::: Record excerpts :::
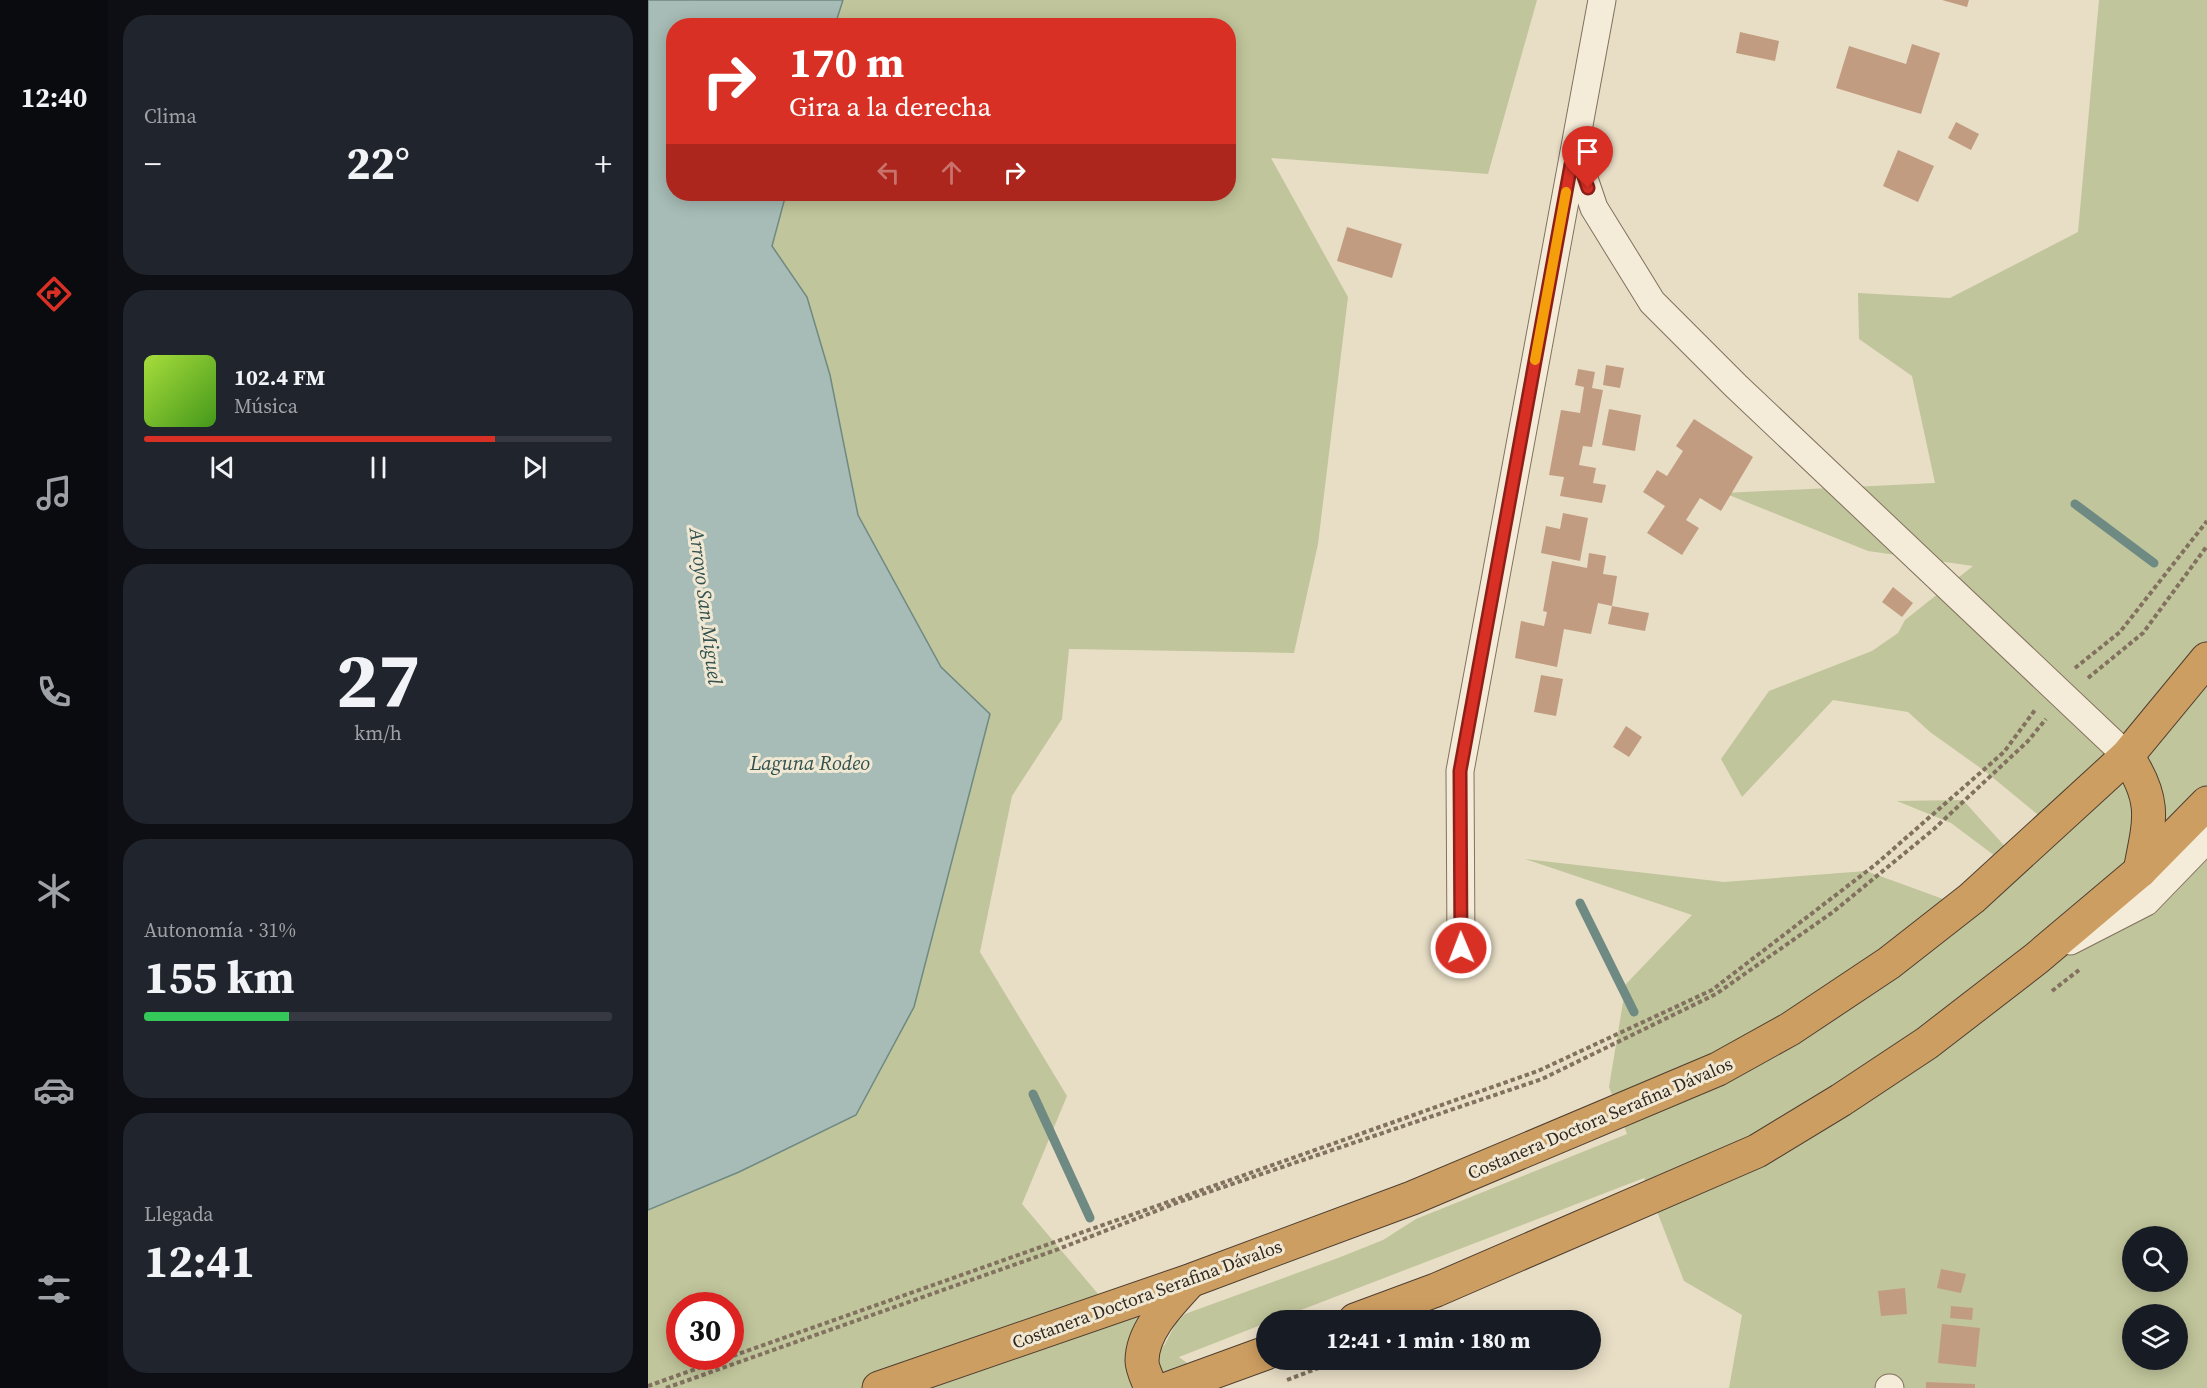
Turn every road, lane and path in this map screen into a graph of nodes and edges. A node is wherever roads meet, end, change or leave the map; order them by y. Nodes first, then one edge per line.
1 (1602, 0) edge
2 (1574, 148) junction
3 (2207, 520) edge
4 (2207, 546) edge
5 (2207, 659) edge
6 (2058, 692) junction
7 (2127, 756) junction
8 (2207, 803) edge
9 (2207, 838) edge
10 (2140, 871) junction
11 (1461, 948) dead end
12 (2037, 958) junction
13 (1192, 1280) junction
14 (1382, 1310) edge
15 (1256, 1357) edge
16 (1313, 1370) edge
17 (1277, 1384) dead end
18 (648, 1386) edge
19 (666, 1388) edge
20 (879, 1388) edge
21 (1151, 1388) edge
22 (1170, 1388) edge

1 - 2 street
2 - 6 street
2 - 11 street
3 - 6 path
4 - 6 path
5 - 7 highway, Costanera Doctora Serafina Dávalos
6 - 7 street
6 - 18 path
6 - 19 path
7 - 10 highway
7 - 13 highway, Costanera Doctora Serafina Dávalos
8 - 10 highway
9 - 12 street
10 - 12 highway
12 - 14 highway
13 - 20 highway, Costanera Doctora Serafina Dávalos
13 - 21 highway
15 - 22 highway
16 - 17 path

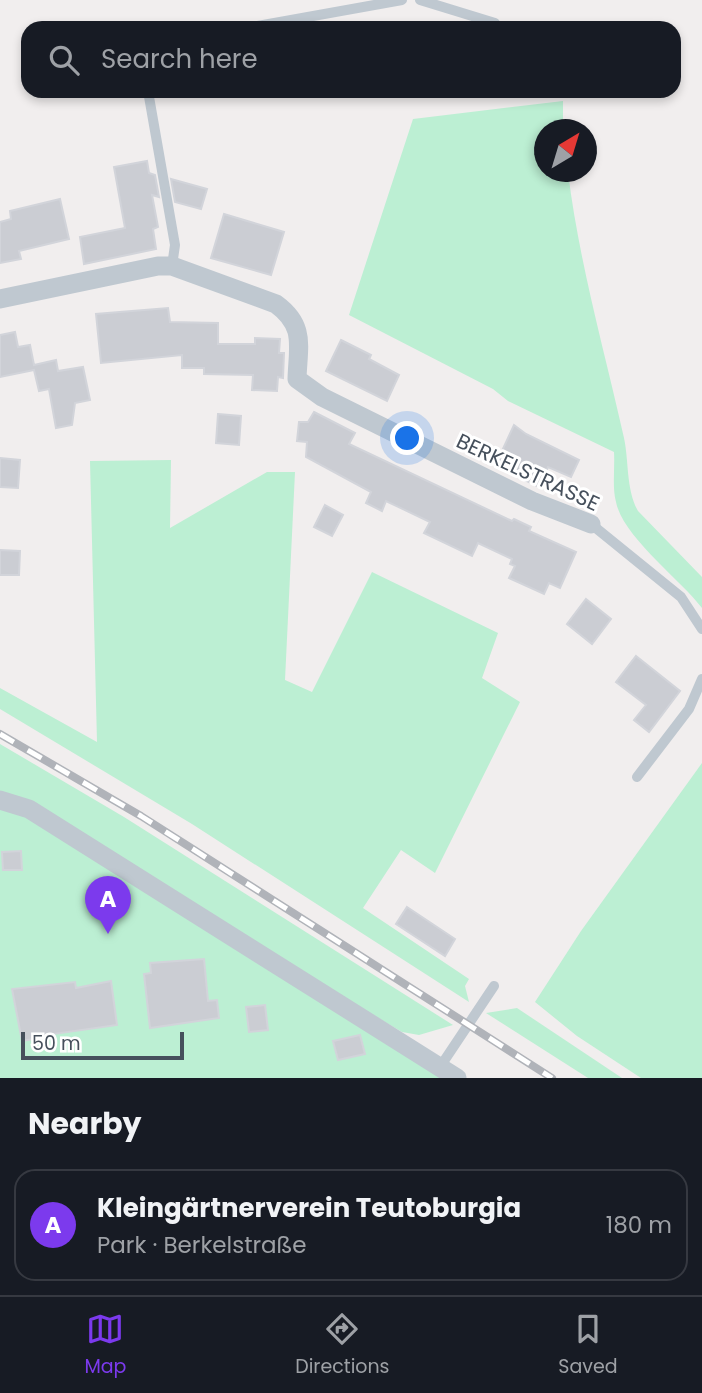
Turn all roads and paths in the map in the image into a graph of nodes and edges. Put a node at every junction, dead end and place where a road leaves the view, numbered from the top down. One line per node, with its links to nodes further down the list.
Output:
1 (402, 0): 3 (lane)
2 (420, 0): 4 (lane)
3 (285, 21)
4 (488, 21)
5 (149, 98): 6 (lane)
6 (172, 266): 7 (street, BERKELSTRASSE); 8 (street, BERKELSTRASSE)
7 (0, 299)
8 (591, 524): 9 (lane, BERKELSTRASSE)
9 (702, 629)
10 (702, 679): 11 (lane)
11 (637, 777)
12 (0, 800): 14 (street)
13 (494, 986): 14 (lane)
14 (439, 1067): 15 (street)
15 (457, 1078)

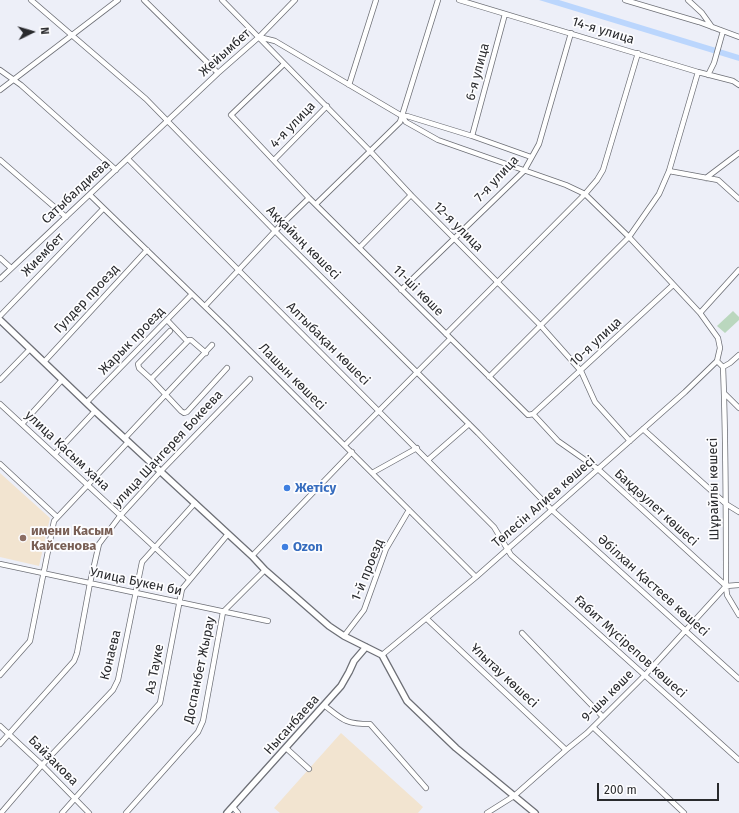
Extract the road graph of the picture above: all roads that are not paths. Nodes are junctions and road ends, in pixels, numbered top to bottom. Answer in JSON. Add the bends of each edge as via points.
:::
> _The problem_:
Extract the text of all the records above verbatim, excluding pictures.

> _Expected answer_:
Turn every road, lane and path in this map screen into a graph of nodes and edges. A node is wherever roads meet, end, change or leave the map; order them by y. Nodes first, then one edge per line.
1 (1602, 0) edge
2 (1574, 148) junction
3 (2207, 520) edge
4 (2207, 546) edge
5 (2207, 659) edge
6 (2058, 692) junction
7 (2127, 756) junction
8 (2207, 803) edge
9 (2207, 838) edge
10 (2140, 871) junction
11 (1461, 948) dead end
12 (2037, 958) junction
13 (1192, 1280) junction
14 (1382, 1310) edge
15 (1256, 1357) edge
16 (1313, 1370) edge
17 (1277, 1384) dead end
18 (648, 1386) edge
19 (666, 1388) edge
20 (879, 1388) edge
21 (1151, 1388) edge
22 (1170, 1388) edge

1 - 2 street
2 - 6 street
2 - 11 street
3 - 6 path
4 - 6 path
5 - 7 highway, Costanera Doctora Serafina Dávalos
6 - 7 street
6 - 18 path
6 - 19 path
7 - 10 highway
7 - 13 highway, Costanera Doctora Serafina Dávalos
8 - 10 highway
9 - 12 street
10 - 12 highway
12 - 14 highway
13 - 20 highway, Costanera Doctora Serafina Dávalos
13 - 21 highway
15 - 22 highway
16 - 17 path

Turn all roads and paths in the map in the image into a graph of nodes and edges. Put a node at every junction, dead end and place where a road leaves the view, numbered from the top down. One line per node, with its links to nodes further down the list.
Output:
1 (402, 0): 3 (lane)
2 (420, 0): 4 (lane)
3 (285, 21)
4 (488, 21)
5 (149, 98): 6 (lane)
6 (172, 266): 7 (street, BERKELSTRASSE); 8 (street, BERKELSTRASSE)
7 (0, 299)
8 (591, 524): 9 (lane, BERKELSTRASSE)
9 (702, 629)
10 (702, 679): 11 (lane)
11 (637, 777)
12 (0, 800): 14 (street)
13 (494, 986): 14 (lane)
14 (439, 1067): 15 (street)
15 (457, 1078)

Extract the road graph of the picture above: all roads that are not paths. Nodes are junctions and road ends, in pixels, numbered top to bottom. Answer in JSON. Add the bends of each edge as via points.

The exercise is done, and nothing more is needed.